Among other places, Colonel Singelsby found himself during the afternoon in the house of one with whom he had

been upon friendly, almost intimate terms in times past in the world. Colonel Singelsby remembered hearing that the good man had died a few months before he himself had left the world. He wondered what had become of him, and then in a little while he found himself in his old friend's house. It had been many years since he had seen him. He remembered him as a benign, venerable old gentleman, and he had been somewhat surprised to find that he was still living in the town, instead of having ascended to a higher state.

The old gentleman still looked outwardly venerable, still outwardly benign, but now there was under his outer seeming a somewhat of restless querulousness, a something of uneasy discontent, that Colonel Singelsby did not remember to have seen there before. They talked together about many things, chiefly of those in the present state of existence in which they found themselves. It was all very new and vivid upon Colonel Singelsby's mind, but the reverend gentleman seemed constantly to forget that he was in another world than that which he had left behind. It seemed to be always with an effort that he brought himself to talk of the world in which he lived

as the world of spirits. The visit was somehow unpleasant to Colonel Singelsby. He was impressed with a certain air of intolerance exhibited by the other. His mind seemed to dwell more upon the falsity of the old things than upon the truth of the new, and he seemed to take a certain delight in showing how and in what everybody but those of his own creed erred and fell short of the Divine intent, and not the least disagreeable part of the talk to Colonel Singelsby was that the other's words seemed to find a sort of echo in his own mind.

At last he proposed a walk, and the other, taking his hat and stick, accompanied him for a little distance upon the way. The talk still clung much to the same stem to which it had adhered all along.

"It is a very strange thing," said the reverend gentleman, "but a great many people who have come to this town since I came hither have left it again to ascend, as I have been told, to a higher state. I think there must have been some mistake, for I cannot see how it is possible—and in fact our teachings distinctly tell us that it is impossible—for one to ascend to a higher state without

having accepted the new truths of the new order of things."

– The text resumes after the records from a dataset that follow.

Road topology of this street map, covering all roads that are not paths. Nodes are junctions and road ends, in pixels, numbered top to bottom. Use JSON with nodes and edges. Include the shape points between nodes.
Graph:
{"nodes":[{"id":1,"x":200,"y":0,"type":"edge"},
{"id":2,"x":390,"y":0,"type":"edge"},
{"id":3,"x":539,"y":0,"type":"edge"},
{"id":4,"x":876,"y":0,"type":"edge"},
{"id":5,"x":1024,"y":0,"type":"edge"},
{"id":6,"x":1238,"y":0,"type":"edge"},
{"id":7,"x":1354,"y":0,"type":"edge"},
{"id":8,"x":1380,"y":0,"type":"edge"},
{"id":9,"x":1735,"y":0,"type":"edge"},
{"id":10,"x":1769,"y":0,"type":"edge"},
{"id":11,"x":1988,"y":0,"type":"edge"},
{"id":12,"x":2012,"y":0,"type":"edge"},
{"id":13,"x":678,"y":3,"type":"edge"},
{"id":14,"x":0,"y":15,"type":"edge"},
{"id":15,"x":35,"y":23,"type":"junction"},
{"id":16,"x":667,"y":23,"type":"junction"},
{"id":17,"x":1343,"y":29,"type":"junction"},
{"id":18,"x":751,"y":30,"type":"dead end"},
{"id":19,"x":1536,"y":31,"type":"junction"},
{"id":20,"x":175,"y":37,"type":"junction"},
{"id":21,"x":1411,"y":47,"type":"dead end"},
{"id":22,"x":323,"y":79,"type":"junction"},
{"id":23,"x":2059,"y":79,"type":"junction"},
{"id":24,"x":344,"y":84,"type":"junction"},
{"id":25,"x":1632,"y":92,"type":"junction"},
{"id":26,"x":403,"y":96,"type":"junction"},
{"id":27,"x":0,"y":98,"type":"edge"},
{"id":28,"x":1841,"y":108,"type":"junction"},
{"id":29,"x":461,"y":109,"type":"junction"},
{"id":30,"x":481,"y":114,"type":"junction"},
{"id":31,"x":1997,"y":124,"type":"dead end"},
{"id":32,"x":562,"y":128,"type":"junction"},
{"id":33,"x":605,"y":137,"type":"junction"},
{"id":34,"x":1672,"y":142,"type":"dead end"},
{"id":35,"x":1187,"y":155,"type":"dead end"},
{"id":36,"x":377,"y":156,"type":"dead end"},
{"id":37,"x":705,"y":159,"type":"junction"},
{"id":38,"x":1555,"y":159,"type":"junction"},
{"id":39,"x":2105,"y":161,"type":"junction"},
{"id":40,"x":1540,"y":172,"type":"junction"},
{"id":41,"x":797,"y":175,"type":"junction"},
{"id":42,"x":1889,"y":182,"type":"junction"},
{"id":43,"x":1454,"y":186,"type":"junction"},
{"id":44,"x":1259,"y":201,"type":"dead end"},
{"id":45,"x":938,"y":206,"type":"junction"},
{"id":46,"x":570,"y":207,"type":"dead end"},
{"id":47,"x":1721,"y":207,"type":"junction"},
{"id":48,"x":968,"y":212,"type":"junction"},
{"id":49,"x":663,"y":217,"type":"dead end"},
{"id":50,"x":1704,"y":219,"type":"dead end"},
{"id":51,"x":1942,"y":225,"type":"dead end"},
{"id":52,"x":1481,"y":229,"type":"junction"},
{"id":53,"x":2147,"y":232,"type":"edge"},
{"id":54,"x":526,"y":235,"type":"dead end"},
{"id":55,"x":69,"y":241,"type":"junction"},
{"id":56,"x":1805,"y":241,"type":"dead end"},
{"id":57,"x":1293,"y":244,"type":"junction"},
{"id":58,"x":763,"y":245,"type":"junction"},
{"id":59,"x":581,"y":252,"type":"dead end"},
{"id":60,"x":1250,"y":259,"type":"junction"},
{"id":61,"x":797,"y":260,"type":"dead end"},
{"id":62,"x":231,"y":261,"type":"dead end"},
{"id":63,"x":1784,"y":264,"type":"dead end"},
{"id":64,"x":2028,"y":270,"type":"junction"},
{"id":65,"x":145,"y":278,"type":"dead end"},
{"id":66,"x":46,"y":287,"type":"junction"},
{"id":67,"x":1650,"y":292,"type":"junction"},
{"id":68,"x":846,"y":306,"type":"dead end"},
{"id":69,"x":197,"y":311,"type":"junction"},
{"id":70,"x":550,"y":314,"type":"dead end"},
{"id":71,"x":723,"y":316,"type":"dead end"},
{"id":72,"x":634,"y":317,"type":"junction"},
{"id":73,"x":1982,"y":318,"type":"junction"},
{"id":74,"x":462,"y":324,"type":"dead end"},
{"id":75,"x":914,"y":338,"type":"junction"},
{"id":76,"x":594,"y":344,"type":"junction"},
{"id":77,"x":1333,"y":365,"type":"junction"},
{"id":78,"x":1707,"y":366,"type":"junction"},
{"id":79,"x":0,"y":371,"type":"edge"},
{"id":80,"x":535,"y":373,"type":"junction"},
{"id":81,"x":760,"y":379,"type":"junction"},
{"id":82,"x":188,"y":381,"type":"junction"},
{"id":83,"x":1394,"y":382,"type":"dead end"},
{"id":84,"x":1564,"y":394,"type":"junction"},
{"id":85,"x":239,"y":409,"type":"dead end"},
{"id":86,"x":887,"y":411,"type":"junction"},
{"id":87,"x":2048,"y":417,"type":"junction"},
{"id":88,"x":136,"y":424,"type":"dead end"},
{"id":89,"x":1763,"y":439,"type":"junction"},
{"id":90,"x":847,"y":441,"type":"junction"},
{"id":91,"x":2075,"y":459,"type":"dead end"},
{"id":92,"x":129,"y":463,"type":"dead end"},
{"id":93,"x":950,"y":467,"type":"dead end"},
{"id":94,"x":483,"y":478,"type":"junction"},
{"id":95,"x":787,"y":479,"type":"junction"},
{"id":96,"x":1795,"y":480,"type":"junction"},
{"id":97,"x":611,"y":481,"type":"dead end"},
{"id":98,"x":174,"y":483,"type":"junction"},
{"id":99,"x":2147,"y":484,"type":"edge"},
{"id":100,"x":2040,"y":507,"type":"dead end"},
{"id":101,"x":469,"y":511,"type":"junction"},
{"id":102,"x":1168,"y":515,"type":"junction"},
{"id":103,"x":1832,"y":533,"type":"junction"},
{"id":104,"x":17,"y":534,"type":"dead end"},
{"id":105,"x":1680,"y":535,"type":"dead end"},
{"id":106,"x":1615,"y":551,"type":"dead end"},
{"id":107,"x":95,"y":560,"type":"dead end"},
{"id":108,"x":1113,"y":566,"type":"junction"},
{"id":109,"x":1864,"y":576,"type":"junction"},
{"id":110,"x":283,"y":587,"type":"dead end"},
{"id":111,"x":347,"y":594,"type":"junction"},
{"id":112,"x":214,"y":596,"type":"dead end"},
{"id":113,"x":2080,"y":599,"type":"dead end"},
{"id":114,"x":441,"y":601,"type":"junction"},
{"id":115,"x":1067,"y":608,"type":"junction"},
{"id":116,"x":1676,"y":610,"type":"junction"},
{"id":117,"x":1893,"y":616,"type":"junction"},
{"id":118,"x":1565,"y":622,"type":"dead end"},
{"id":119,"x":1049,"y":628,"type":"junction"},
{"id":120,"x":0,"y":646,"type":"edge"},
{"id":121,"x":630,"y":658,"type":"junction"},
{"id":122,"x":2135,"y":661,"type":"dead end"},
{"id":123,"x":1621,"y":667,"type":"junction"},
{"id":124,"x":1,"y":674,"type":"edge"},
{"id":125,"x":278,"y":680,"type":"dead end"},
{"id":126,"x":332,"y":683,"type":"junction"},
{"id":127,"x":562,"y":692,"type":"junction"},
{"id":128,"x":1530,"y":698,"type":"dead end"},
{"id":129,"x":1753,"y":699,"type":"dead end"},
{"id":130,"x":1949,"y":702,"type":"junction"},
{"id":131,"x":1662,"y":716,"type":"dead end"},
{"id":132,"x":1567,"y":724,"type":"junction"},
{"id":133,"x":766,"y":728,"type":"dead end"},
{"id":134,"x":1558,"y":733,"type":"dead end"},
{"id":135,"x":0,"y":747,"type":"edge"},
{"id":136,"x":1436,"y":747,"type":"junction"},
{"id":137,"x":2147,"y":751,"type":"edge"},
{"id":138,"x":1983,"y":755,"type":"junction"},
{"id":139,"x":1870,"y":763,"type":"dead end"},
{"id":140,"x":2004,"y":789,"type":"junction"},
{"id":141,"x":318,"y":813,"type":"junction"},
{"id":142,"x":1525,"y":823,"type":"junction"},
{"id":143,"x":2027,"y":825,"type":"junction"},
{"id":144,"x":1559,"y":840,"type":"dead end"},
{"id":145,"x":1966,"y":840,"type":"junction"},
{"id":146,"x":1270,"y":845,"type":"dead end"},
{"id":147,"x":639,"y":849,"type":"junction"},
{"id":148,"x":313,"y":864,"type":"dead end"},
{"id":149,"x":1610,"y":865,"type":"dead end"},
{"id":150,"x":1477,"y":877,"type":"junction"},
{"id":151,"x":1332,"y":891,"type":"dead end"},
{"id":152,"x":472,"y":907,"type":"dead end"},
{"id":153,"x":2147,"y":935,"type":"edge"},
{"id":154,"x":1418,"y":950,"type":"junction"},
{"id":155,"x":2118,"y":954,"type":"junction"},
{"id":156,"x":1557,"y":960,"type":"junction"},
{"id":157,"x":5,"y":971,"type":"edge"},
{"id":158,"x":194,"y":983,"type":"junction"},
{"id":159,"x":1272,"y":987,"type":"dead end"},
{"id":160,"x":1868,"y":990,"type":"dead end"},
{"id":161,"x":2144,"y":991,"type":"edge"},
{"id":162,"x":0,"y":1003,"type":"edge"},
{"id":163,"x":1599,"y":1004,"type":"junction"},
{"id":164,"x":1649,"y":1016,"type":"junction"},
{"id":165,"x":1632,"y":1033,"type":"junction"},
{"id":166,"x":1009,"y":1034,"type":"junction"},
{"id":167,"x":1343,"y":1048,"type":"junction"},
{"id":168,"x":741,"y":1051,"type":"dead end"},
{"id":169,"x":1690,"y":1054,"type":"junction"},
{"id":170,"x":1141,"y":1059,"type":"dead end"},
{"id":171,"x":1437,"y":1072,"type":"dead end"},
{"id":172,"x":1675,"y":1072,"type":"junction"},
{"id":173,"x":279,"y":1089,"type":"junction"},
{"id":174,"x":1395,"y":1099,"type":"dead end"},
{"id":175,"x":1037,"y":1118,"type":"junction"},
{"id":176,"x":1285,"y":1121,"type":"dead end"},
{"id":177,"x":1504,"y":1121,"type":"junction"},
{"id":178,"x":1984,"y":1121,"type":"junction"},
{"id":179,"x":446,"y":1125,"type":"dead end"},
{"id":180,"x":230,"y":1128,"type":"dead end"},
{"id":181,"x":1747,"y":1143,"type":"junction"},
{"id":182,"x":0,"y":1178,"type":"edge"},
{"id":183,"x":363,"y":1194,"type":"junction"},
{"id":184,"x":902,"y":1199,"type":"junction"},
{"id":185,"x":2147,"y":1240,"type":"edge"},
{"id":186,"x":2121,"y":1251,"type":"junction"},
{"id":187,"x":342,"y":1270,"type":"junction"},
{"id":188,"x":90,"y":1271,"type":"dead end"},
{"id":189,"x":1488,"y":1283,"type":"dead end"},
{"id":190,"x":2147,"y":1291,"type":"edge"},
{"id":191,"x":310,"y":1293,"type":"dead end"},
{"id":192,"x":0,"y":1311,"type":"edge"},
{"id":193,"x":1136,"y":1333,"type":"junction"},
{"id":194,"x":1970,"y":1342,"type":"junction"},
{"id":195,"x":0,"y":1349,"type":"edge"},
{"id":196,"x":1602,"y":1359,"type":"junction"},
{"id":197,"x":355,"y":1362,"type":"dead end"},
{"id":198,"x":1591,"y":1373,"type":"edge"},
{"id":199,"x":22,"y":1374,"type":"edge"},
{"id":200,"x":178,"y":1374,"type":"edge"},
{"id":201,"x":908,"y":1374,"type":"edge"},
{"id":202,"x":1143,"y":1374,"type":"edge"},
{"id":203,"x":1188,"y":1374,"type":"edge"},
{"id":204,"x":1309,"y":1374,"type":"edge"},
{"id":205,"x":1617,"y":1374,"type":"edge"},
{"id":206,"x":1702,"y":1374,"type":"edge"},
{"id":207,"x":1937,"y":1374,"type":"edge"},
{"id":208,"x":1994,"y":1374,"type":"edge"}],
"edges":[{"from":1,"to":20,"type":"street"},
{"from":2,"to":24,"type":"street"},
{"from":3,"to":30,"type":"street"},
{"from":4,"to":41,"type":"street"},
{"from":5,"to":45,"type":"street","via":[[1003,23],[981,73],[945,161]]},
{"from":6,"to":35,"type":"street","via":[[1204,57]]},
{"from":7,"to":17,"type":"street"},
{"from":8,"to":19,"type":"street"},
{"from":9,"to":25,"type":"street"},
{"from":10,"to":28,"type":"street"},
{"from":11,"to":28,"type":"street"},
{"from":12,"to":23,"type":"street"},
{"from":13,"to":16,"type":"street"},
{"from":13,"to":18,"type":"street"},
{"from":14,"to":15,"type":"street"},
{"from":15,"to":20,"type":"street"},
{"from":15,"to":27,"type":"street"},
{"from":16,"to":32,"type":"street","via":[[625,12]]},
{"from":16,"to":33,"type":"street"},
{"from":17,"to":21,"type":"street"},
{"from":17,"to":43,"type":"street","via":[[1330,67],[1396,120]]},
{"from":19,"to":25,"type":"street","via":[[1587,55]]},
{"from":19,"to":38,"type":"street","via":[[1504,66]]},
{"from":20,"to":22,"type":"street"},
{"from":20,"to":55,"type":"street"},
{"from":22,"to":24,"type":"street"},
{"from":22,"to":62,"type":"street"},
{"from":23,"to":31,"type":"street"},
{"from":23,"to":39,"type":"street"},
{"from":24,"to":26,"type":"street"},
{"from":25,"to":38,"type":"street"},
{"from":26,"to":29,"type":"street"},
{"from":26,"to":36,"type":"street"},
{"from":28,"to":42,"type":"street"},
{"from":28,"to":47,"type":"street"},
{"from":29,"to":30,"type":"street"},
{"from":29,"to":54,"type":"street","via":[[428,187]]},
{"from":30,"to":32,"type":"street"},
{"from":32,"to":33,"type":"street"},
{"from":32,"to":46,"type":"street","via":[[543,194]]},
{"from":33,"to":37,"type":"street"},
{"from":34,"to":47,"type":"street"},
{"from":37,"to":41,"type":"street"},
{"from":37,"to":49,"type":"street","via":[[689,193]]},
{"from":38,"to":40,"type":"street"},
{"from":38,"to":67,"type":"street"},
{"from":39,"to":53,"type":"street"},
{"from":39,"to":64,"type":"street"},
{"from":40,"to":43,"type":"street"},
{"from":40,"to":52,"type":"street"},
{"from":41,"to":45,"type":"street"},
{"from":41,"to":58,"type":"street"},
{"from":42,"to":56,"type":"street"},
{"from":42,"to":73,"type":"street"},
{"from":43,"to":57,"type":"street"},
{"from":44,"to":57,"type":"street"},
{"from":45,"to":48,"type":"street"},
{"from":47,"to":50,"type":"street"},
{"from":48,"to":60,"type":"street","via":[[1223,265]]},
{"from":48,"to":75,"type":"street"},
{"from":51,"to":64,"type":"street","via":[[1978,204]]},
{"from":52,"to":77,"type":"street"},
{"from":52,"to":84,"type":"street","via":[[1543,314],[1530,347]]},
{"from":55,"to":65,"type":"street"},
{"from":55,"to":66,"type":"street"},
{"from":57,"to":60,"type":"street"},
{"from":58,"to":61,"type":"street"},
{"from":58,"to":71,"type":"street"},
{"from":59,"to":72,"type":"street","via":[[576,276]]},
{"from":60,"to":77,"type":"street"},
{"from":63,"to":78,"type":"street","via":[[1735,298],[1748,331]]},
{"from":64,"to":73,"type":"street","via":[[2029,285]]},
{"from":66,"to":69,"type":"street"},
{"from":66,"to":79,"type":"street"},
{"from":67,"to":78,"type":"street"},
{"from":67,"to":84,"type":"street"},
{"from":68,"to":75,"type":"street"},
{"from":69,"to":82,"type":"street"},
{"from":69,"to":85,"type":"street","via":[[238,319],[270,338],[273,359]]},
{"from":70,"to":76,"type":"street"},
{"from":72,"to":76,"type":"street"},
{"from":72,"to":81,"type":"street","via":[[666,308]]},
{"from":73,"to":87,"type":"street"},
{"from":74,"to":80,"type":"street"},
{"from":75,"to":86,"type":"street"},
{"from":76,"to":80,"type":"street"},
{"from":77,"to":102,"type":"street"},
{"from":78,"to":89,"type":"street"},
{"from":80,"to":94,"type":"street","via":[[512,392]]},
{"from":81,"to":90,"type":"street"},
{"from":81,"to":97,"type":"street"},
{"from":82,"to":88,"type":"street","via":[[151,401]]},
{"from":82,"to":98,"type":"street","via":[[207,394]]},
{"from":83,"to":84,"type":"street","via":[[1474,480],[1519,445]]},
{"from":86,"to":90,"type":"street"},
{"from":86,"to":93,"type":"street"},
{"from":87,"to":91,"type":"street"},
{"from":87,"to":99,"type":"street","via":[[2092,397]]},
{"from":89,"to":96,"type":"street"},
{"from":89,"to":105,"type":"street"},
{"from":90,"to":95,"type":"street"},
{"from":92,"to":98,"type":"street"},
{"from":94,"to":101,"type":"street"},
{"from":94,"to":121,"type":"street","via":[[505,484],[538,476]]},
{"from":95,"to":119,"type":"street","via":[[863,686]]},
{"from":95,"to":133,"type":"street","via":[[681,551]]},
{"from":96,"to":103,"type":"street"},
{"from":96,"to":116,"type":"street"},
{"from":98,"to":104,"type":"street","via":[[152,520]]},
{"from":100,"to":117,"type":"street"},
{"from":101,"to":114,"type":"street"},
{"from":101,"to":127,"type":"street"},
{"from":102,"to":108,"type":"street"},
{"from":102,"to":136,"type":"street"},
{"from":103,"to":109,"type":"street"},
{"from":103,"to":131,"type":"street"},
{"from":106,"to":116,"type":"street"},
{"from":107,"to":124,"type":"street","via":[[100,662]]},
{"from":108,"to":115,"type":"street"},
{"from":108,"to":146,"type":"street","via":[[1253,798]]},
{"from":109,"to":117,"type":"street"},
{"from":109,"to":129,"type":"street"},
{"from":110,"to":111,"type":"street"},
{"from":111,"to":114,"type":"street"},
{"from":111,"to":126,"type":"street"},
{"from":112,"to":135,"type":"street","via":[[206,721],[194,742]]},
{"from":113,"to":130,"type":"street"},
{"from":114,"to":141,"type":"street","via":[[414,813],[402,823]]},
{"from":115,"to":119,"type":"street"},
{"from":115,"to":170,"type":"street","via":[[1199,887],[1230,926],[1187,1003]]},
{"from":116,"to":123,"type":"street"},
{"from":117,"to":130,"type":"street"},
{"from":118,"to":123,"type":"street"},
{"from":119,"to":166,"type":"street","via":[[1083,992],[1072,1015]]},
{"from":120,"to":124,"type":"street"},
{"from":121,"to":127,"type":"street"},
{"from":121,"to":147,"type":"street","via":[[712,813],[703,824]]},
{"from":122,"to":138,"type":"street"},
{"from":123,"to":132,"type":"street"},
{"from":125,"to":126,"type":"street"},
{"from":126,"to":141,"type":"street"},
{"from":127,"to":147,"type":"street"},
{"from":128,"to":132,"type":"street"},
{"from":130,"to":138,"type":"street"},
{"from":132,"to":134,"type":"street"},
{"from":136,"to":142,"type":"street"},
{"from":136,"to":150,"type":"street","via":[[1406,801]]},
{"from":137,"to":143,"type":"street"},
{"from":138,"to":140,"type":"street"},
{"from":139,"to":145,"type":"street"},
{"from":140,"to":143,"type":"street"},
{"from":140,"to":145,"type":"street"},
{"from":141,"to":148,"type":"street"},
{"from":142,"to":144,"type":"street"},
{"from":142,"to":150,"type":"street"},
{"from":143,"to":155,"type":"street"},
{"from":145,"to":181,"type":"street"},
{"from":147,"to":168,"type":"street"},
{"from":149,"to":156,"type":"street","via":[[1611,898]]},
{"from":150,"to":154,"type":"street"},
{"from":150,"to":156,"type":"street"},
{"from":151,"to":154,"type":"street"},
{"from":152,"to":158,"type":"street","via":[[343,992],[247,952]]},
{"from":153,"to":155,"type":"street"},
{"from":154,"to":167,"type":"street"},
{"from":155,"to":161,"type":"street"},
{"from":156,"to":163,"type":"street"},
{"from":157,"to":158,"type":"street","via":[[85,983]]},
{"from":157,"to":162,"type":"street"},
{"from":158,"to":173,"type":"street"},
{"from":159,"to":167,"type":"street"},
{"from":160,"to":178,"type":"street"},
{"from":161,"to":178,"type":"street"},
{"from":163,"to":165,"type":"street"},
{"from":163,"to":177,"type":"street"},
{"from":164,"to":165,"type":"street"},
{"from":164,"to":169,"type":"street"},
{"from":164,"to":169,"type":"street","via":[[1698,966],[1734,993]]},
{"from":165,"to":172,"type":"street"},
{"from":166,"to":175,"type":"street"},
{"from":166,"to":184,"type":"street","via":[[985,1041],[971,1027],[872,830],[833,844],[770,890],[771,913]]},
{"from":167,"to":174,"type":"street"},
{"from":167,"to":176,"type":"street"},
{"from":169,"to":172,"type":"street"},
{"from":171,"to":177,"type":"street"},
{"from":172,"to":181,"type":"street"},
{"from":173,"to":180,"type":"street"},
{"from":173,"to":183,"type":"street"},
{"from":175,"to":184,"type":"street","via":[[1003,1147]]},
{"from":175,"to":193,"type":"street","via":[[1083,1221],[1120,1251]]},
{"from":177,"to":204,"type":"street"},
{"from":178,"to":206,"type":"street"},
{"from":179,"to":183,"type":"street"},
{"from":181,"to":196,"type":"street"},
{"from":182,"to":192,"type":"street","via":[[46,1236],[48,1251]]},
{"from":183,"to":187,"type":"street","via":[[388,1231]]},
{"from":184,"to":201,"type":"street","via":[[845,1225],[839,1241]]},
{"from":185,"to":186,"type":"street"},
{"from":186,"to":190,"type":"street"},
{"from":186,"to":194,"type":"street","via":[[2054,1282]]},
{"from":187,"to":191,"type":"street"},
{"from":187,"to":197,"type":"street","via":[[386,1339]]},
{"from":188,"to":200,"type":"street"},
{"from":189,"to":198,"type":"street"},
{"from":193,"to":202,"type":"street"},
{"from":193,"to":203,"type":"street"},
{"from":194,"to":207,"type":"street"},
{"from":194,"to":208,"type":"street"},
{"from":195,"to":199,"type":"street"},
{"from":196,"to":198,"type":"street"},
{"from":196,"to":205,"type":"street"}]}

Colonel Singelsby did not make answer. He was not only growing tired of the subject itself, but of his old friend as well.

They were at that moment crossing an angle of a small park shaded by thin, spindly trees. As the Colonel looked up he saw three men and a woman approaching along the same path and under the flickering shadows. Two of the men walked a little in advance, the other walked with the woman. There was something familiar about two of the group, and Colonel Singelsby pointed at them with his finger.